| Problem statement |
Copy out each line in the material below that has the word "pixel".

| Extracted material |
──────────────────────────────

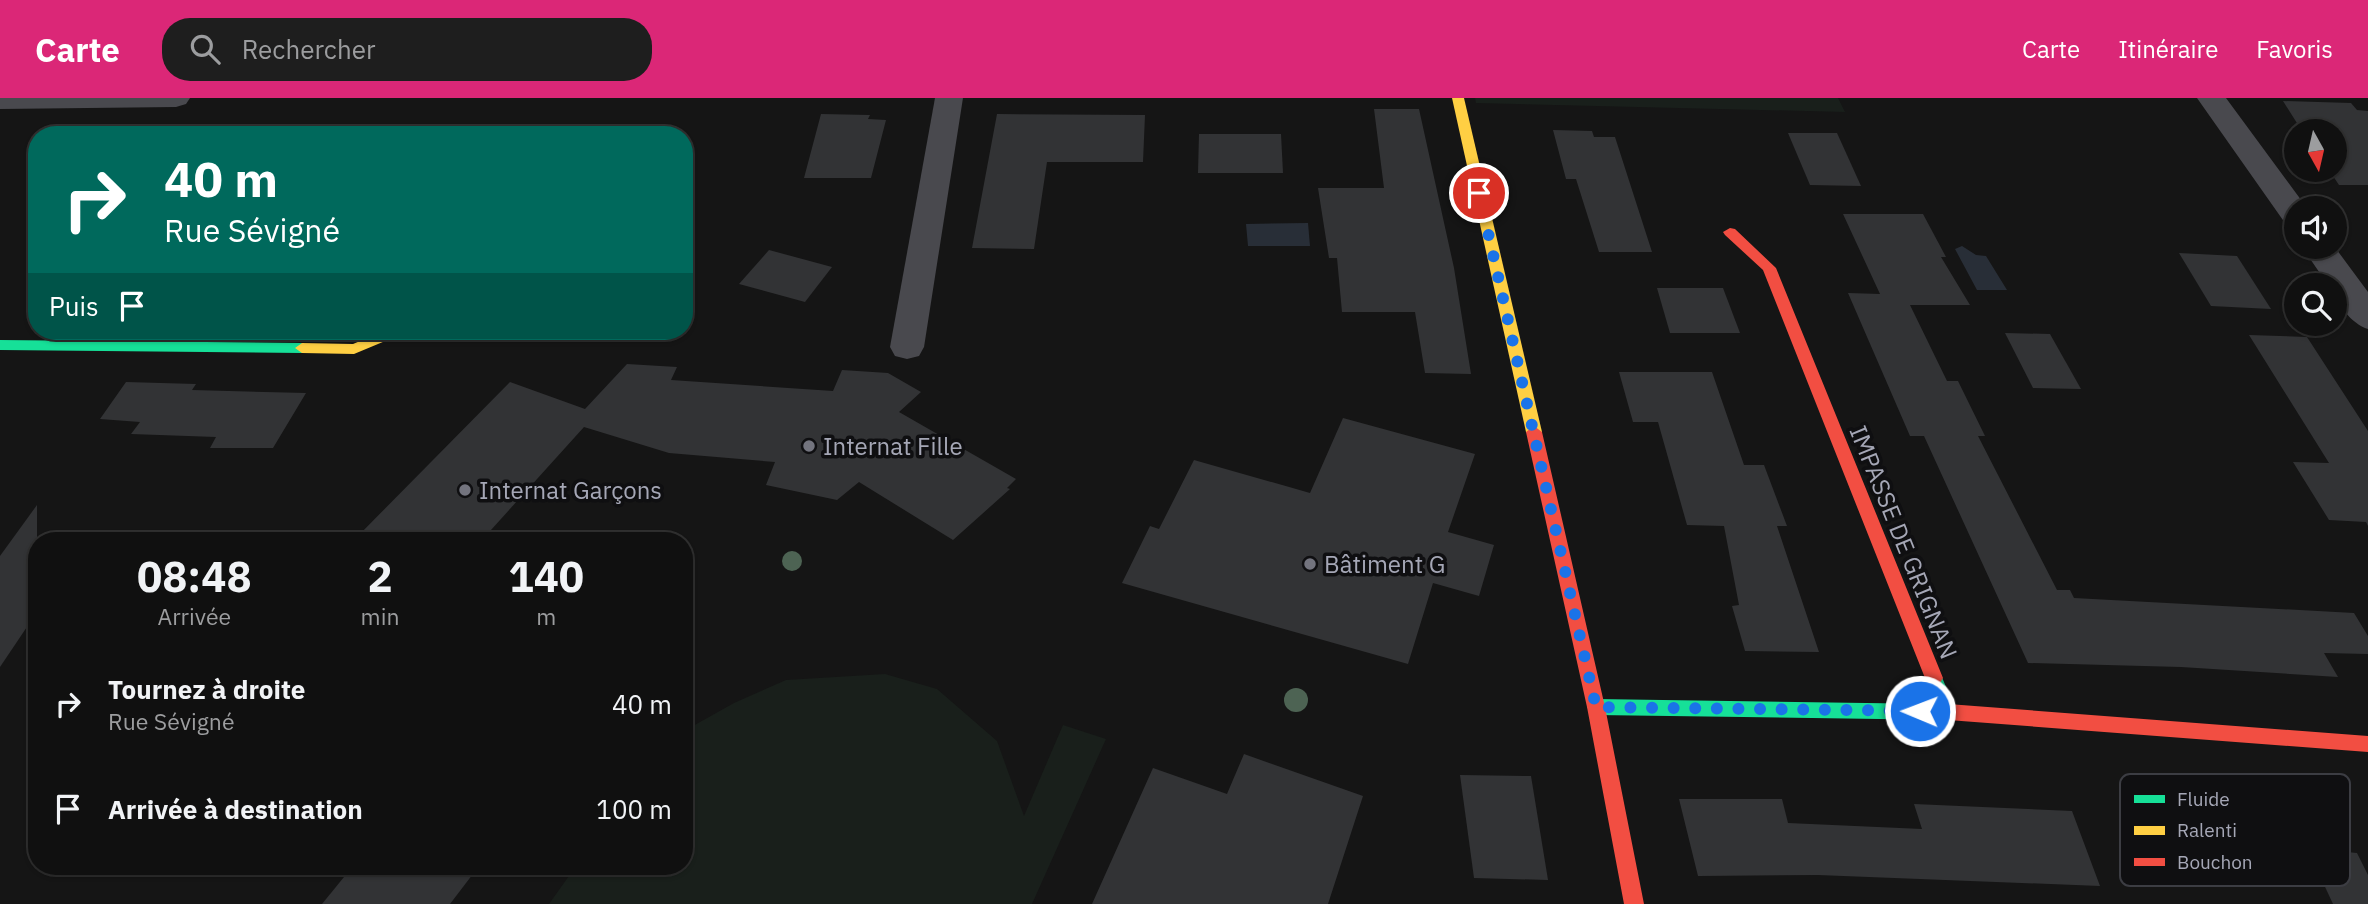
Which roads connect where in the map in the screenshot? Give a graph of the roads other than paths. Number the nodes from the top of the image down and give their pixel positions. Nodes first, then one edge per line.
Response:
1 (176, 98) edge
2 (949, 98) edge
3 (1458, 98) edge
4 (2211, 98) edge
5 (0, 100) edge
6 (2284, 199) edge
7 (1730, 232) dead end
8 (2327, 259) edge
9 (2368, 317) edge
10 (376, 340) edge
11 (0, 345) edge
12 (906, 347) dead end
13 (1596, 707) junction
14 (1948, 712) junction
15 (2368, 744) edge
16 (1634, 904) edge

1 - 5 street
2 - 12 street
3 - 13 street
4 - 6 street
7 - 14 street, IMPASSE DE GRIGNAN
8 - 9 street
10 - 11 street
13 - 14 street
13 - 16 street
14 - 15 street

──────────────────────────────

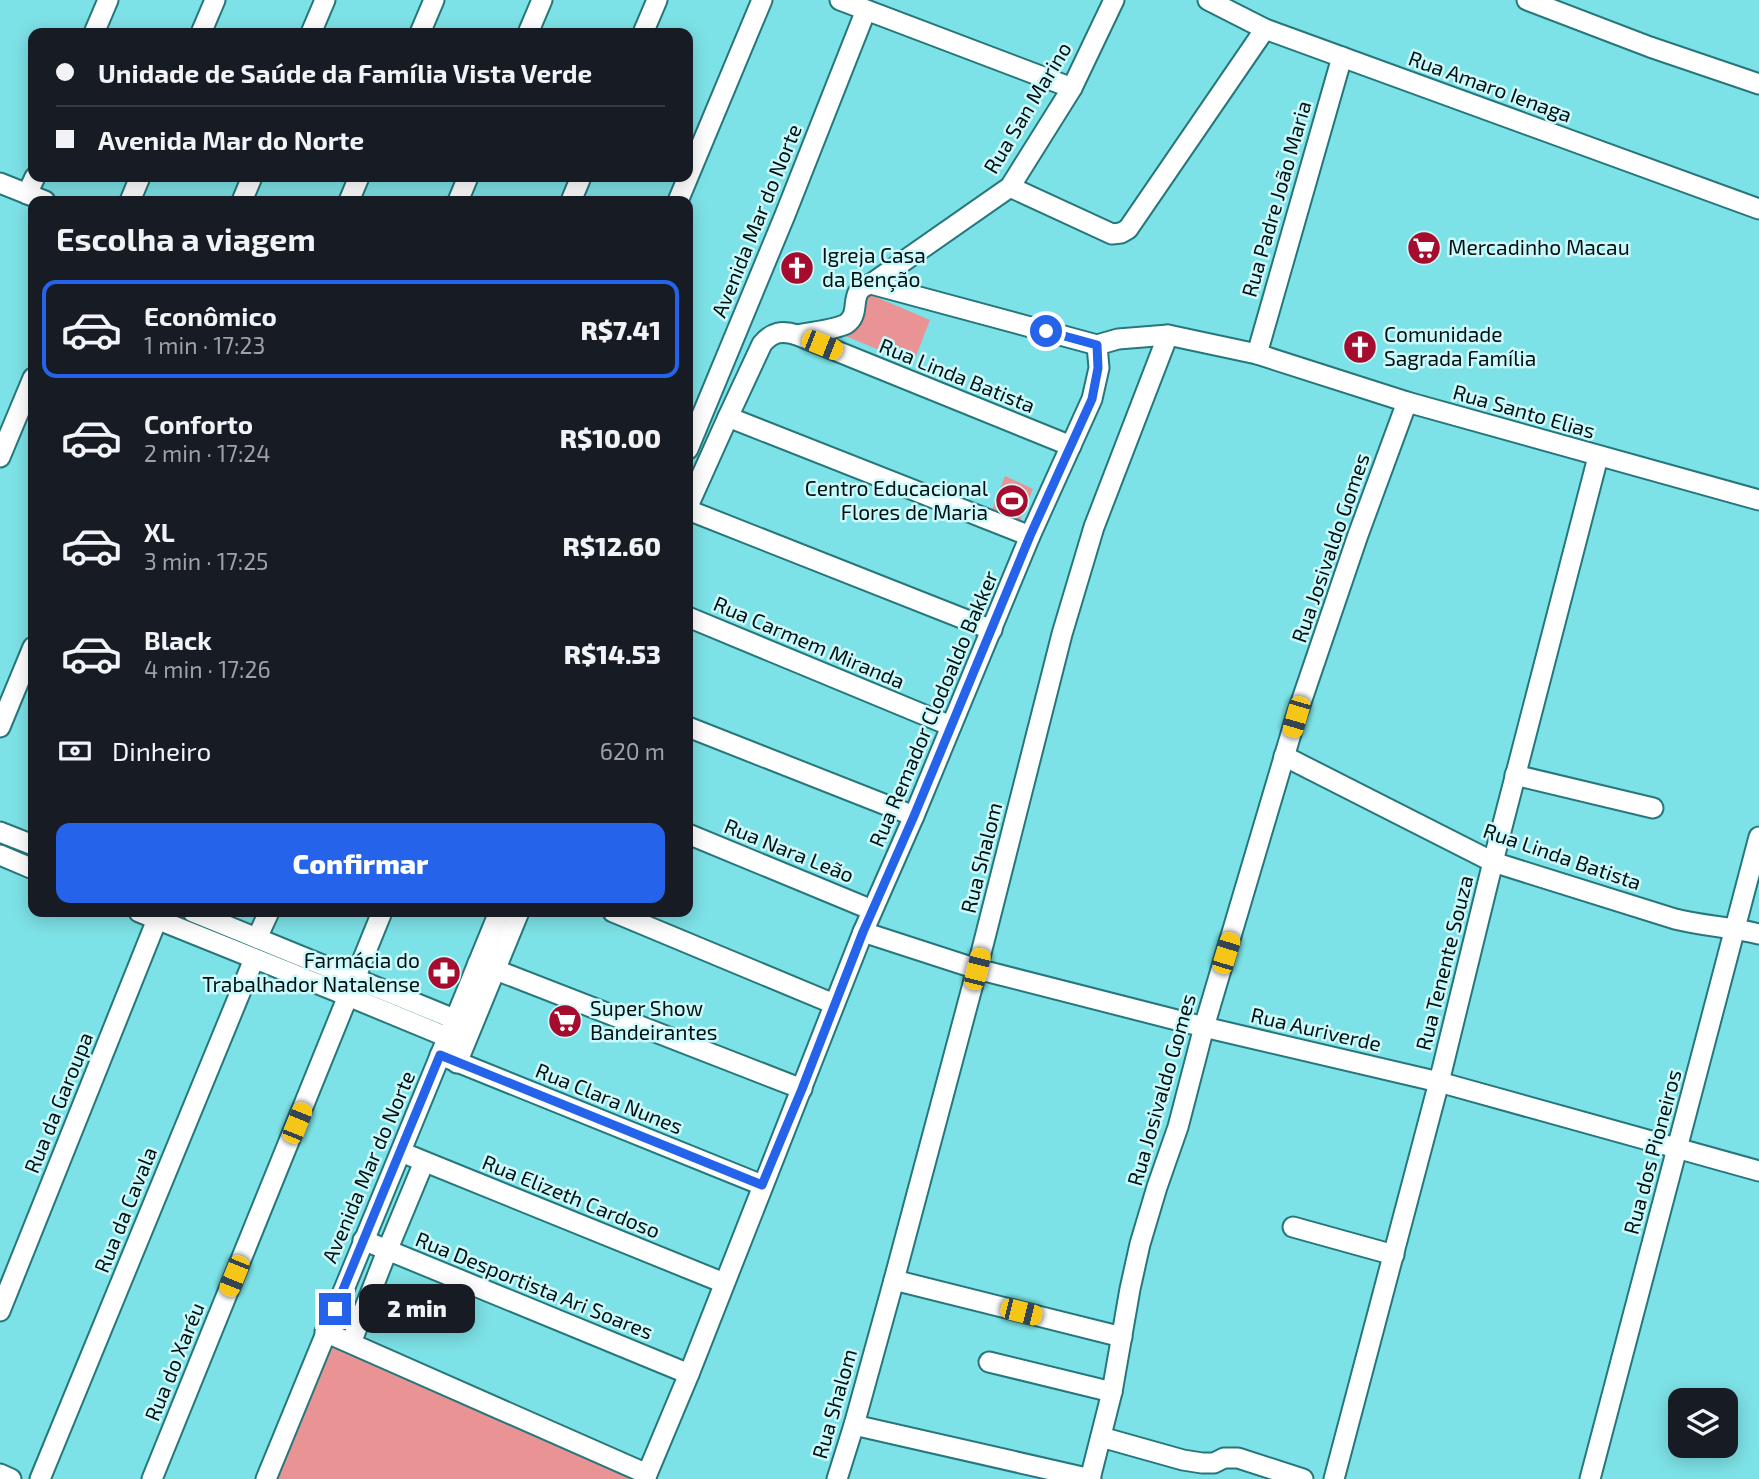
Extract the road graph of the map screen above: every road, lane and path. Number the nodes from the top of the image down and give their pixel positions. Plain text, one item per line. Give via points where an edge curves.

──────────────────────────────

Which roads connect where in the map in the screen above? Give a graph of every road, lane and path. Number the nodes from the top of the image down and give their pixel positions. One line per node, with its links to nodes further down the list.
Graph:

──────────────────────────────

| Answer space |
Which roads connect where in the map in the screenshot? Give a graph of the roads other than paths. Number the nodes from the top of the image down and give their pixel positions. Nodes first, then one edge per line.
Extract the road graph of the map screen above: every road, lane and path. Number the nodes from the top of the image down and give their pixel positions. Plain text, one item per line. Give via points where an edge curves.
Which roads connect where in the map in the screen above? Give a graph of every road, lane and path. Number the nodes from the top of the image down and give their pixel positions. One line per node, with its links to nodes further down the list.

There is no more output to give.